Irene has also been designated as a possible hurricane name by the World Meteorological Organization. “The Atlantic is assigned six lists of names, with one list used each year. Every sixth year, the first list begins again.” Things before 1978 weren’t quite so neat and tidy, so Irene was eligible to be a hurricane name in 1959, 1963, 1967, and 1971. While Irene was unused in 1987 and in 1993, there were actually hurricanes named Irene in 1981, in 1999 and in 2005.

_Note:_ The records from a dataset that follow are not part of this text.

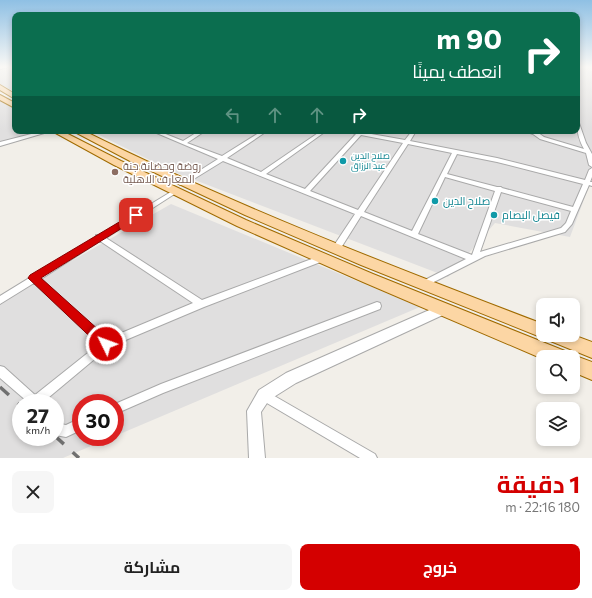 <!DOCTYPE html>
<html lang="ar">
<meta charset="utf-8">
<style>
:root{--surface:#fff;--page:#f6f6f6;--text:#222;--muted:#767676;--accent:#d40000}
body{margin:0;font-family:Commissioner,Cairo,sans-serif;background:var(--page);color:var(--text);direction:rtl;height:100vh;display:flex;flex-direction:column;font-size:15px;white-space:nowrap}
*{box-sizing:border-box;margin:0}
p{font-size:13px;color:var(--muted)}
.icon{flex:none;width:22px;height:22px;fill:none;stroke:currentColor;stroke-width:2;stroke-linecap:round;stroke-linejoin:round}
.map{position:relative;height:458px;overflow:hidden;direction:ltr}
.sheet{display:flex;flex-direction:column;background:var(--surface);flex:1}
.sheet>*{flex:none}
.top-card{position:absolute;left:12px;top:12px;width:568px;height:122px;border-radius:8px;box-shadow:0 2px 6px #0003;direction:rtl;background:#0b6e4f;color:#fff;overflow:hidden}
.controls{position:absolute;left:536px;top:298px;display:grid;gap:8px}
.controls a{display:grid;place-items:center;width:44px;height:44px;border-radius:8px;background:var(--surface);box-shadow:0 2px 6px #0003;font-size:20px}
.speed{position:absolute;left:12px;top:394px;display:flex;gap:8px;font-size:20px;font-weight:700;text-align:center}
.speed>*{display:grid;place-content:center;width:52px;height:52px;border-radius:50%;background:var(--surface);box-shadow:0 2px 6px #0003;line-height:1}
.speed small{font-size:10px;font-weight:400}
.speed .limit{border:6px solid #d22;background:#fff;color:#111}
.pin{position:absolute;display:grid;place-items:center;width:34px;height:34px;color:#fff;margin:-17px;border-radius:8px;box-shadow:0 2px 6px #0006}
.me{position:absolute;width:44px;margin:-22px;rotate:312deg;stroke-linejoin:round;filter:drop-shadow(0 0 3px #0008)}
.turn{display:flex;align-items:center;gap:14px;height:84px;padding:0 12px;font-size:18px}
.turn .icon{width:52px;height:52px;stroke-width:2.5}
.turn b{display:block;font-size:28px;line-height:34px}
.lanes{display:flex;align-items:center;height:38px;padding:0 12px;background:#0003;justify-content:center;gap:20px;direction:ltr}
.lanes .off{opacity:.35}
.round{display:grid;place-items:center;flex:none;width:42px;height:42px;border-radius:8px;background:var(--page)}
.summary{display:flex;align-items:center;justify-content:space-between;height:68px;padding:0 12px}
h1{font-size:24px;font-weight:700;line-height:30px;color:var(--accent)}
.cta{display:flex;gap:8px;margin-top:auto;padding:8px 12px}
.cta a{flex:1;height:46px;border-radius:8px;background:var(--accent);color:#fff;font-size:16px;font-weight:700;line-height:46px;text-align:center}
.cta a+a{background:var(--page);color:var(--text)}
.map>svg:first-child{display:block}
</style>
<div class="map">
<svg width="592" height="458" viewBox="0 0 592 458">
<rect width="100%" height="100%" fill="#f2efe9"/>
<path fill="#e0dfdf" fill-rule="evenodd" d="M8 67H15V92L0 84V69Z
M577 67 592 71V178L570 237 495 223 448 277 174 172 91 131H577Z
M0 97 15 107V131H37L0 144Z
M171 204 420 307 115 436V403H81V437H112L63 458H0V302ZM21 403H55V437H21Z"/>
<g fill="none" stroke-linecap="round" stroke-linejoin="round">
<g stroke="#a9a9a9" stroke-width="2">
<path id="minor" d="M0 67H8L0 69Z
M577 122 579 123 586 143 592 154V167L589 165 586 153 540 139 533 134 525 131 537 132 544 137 584 149C579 140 577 132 577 122Z
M43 131H51L0 146V142Z
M152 131H158L183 141 199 131H205L187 143 222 156 262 131H267L227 158 261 172 321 131H326L266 174 305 189 356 134 347 131 360 132 405 140 412 131H416L410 141 497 158 585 180 589 170 592 168V177L590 182H592V186L589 185 572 224 565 232 485 256 424 287 421 286 420 284 421 282 466 259 361 216 339 251H333L332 249 333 247 355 214 223 161 184 185H180L179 184 180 183 218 159ZM361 135 403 143 358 210 310 191ZM408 144 452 153 412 231 364 212ZM457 154 497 162 583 184 573 207 502 188 501 187H497L447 174ZM445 177 495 191 472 255 418 234ZM501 192 571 211 566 223 561 228 480 252Z
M174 190 177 192 176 193 106 238 202 300 317 257 320 256 323 257 324 259 323 261 204 307 109 347 42 403H29L0 378V366L4 367 35 395 99 344 34 283 0 304V296L96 237V235H100ZM100 241 193 303 107 339 41 279Z
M377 302 380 303 381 306 380 309 163 393 115 414V404L161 384Z
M264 390 375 454 377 458H360L260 399 259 395 260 391Z
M81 418V430L66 437 55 435V423L66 425Z"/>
</g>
<g stroke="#a9a9a9" stroke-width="2">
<path id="tertiary" d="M443 304 447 305 449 309 447 313 296 383 269 400 261 412 265 458H249L247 411 259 390 286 373Z"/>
</g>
<g stroke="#a06b00" stroke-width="2">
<path id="primary" d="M0 85 15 94V99L0 90Z
M0 95 15 103V108L0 100Z
M52 131H62L121 161 246 220 373 274 565 351 567 357 573 355 592 362V380L573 372V357H543V359L363 282 237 226 114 165Z
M73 131H84C233 205 388 265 543 324V335H573L592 342V358L548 340 547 337 543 338 361 265 245 215 130 161Z"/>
</g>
<use href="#minor" fill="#fff" fill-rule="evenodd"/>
<use href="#tertiary" fill="#fff" fill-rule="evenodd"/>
<use href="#primary" fill="#fcd6a4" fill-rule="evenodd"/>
<path stroke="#707070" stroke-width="3.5" stroke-dasharray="12 12" stroke-linecap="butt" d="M0 387 21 406
M55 436 79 458"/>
</g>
<linearGradient id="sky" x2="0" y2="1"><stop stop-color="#8fc0e4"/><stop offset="0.51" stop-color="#f9f8f5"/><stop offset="1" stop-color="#f9f8f5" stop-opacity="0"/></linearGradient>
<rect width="592" height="131" fill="url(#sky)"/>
<path fill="#d40000" stroke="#8a0000" d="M136 212 140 213V217L41 278 110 340 112 344 110 348 106 350 102 348 28 278 30 275Z"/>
<g fill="#0f9aa8" stroke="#fff" stroke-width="1.5">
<circle cx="343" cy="161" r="4"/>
<circle cx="435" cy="201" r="4"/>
<circle cx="494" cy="215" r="4"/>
</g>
<circle fill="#8d6e63" stroke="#fff" stroke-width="1.5" cx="115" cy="172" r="4"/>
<g text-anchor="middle" stroke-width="3" stroke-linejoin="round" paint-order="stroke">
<g font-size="9" fill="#0d838f" stroke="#fff" text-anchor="start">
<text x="351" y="159">صلاح الدين<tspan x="351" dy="10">عبد الرزاق</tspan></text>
</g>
<g font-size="11" fill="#785e54" stroke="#fff" text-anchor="start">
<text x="123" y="170">روضة وحضانة جنة<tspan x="123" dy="13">المعارف الاهلية</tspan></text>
</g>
<g font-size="11" fill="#0d838f" stroke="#fff" text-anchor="start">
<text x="443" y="205">صلاح الدين</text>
<text x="502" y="219">فيصل البصام</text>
</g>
</g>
</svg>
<div class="controls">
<a><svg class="icon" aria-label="sound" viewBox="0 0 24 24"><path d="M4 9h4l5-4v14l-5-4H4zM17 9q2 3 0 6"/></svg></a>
<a><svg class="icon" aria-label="search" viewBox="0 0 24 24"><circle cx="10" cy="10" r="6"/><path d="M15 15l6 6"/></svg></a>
<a><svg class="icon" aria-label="layers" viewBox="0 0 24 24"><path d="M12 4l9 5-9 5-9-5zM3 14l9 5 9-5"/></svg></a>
</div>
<div class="speed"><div>27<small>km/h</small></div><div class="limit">30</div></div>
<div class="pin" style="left:136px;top:215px;background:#d93025"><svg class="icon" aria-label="arrive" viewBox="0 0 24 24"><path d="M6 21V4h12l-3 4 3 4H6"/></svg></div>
<svg class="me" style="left:106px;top:344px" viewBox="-20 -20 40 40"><circle r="17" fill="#d40000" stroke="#fff" stroke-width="3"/><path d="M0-11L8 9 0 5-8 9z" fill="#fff"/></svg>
<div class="top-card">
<div class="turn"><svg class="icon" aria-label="right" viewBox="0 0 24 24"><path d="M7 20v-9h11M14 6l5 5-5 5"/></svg><div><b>90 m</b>انعطف يمينًا</div></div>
<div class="lanes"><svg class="icon off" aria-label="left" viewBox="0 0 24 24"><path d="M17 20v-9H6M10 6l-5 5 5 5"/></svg><svg class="icon off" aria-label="ahead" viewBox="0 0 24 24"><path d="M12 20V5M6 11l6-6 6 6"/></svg><svg class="icon off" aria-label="ahead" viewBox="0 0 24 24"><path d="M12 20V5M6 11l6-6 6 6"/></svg><svg class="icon" aria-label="right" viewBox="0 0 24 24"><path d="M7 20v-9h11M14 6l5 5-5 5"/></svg></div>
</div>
</div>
<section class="sheet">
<div class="summary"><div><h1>1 دقيقة</h1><p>180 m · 22:16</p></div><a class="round"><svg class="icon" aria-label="close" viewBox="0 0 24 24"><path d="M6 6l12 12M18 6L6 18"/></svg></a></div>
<div class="cta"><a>خروج</a><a>مشاركة</a></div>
</section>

2011’s Hurricane Irene caused great damage, as you have probably heard. Albany County was among several in upstate New York designated as disaster areas. Our property only lost some tree limbs. But the storm was life-complicating.
As I’ve noted, my wife and daughter traveled down to Charlotte, NC August 24 to visit my sister and niece. One track of Irene would have come quite close to Charlotte, but the storm stayed on the coast, fortunately. Unfortunately, it traveled up the coast, and while it largely spared New York City, it walloped parts of New Jersey, Vermont and upstate New York.
The problem was that the family was supposed to take the train back from Charlotte to Albany on August 31, but the trip was canceled by Amtrak, likely because of possible damage, or fear of same, to the tracks in New Jersey and elsewhere.
They couldn’t drive back because of washed out roads. So they got a flight. Or three:
From Charlotte Douglas Intl Airport (CLT)
Departs: 08/31/2011 at 11:40 A.M. To
Baltimore/Washington Intl Thurgood Marshall Apt (BWI)
Arrives: 08/31/2011 at 1:09 P.M.
Departs: 08/31/2011 at 4:37 P.M. To
Philadelphia Intl Airport (PHL)
Arrives: 08/31/2011 at 5:26 P.M.
Departs: 08/31/2011 at 9:10 P.M. To
Albany Intl Airport (ALB)
Arrives: 08/31/2011 at 10:31 P.M.
Yes, that’s 3 hours, 39 minutes of flying time over an 11-hour stretch. That is what you’re left with – let’s not even talk about the cost – when one books a flight the day before.
Of course, many people had it a WHOLE lot worse! For a mild for instance, my brother-in-law Dan and his family, about an hour south of us in Greene County, NY, lost a bunch of stuff in the basement. Getting around was difficult because the roads that were either flooded or washed out altogether; the schools started a week late, as much because of the impassable roads as the damage to the buildings. Those of you who know upstate geography will appreciate this: the fastest way currently to get from Catskill to Oneonta is going through Albany.
I feel a little testy about the notion that NYC overprepared; it was a hurricane, FCOL!
And there will be more storms that travel further north, because of the warmer Atlantic waters.
I wonder if Irene’s name will be retired. “The only time that there is a change is if a storm is so deadly or costly that the future use of its name on a different storm would be inappropriate for obvious reasons of sensitivity. If that occurs, then at an annual meeting by the WMO…the offending name is stricken from the list and another name is selected to replace it.”
(And I won’t even get into the subsequent destruction of Tropical Storm Lee, which did damage from the Gulf Coast to upstate New York this past week, as this video from Binghamton, NY, my hometown, will attest.)